DESIGN OF POTENTIAL ANTITUBERCULAR AGENTS CONTAINING UREA ANALOGUES, USING PHARMACOPHORE OPTIMIZATION BY MOLECULAR MODELING STUDIES

Tuberculosis disease has been the leading cause of morbidity and mortality among the infectious diseases. To address these issues, research and developmental activities to develop novel and potent new chemical entities are necessary. Molecular modelling studies are an approach which is used to narrow down a library containing an extraordinarily high number of random molecules into a smaller list of the potentially effective inhibitors. Two dimensional 2D and three dimensional 3D Quantitative Structure activity relationship (QSAR) studies were performed for correlating chemical composition of 1, 3-disubstituted urea analogues and antitubercular activity using Multiple Linear Regression (MLR) Analysis. The developed QSAR models were found to be statistically significant with respect to training (r2>0.7), cross-validation (q2>0.5), and external validation (pred_r2>0.5).
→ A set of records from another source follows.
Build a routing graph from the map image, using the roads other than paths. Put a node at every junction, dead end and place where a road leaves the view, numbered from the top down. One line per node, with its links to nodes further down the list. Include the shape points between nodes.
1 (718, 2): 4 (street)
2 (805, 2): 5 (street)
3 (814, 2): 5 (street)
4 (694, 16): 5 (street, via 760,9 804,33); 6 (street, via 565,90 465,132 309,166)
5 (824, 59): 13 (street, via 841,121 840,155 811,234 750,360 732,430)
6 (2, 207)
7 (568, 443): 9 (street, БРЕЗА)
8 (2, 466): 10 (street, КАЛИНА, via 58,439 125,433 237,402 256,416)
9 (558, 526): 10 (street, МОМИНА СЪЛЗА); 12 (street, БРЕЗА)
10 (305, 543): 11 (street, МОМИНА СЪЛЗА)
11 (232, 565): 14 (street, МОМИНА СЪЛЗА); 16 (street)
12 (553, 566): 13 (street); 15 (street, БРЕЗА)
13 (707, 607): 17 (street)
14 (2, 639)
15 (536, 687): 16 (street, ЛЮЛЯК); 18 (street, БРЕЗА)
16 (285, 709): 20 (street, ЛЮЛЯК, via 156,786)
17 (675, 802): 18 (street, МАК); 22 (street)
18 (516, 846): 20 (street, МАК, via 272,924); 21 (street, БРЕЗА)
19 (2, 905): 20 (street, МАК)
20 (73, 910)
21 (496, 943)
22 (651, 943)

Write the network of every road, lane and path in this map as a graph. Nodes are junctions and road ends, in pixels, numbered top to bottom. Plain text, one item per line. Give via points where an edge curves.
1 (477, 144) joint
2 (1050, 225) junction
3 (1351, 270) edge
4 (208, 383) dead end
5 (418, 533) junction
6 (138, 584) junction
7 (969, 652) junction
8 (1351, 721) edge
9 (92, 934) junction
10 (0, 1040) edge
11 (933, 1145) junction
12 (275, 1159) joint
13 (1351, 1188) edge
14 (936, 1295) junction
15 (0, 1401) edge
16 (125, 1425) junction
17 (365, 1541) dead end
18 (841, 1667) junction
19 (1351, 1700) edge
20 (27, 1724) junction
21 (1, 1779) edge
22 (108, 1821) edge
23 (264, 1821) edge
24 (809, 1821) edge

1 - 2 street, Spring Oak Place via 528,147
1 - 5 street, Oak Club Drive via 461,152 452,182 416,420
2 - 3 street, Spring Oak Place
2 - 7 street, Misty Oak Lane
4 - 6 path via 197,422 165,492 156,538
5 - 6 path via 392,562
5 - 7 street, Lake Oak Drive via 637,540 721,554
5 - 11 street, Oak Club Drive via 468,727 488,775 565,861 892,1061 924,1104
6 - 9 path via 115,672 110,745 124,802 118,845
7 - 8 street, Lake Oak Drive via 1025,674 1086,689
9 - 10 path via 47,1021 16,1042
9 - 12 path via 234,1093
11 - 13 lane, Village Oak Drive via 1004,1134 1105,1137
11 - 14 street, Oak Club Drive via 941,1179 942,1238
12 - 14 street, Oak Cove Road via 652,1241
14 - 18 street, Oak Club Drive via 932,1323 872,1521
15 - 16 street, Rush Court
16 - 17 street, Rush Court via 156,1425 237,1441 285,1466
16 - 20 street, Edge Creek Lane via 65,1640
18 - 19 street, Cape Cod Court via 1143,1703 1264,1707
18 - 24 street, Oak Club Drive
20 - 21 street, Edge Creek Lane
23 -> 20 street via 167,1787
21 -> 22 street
The best model shows r 2 = 0.9743, q2 = 0.9134 and Pred_r2 = 0.5650. Binding affinities of designed NCEs were studied on Epoxide Hydrolase at specific binding site using docking studies and their ADME properties were also predicted. All the designed compounds show better affinity to the receptor site than the reference compound i.e. thioacetazon. This study will help for the synthesis of potential antitubercular agents. Keywords: Epoxide hydrolase, 2D QSAR, 3D QSAR, Docking, ADME Prediction.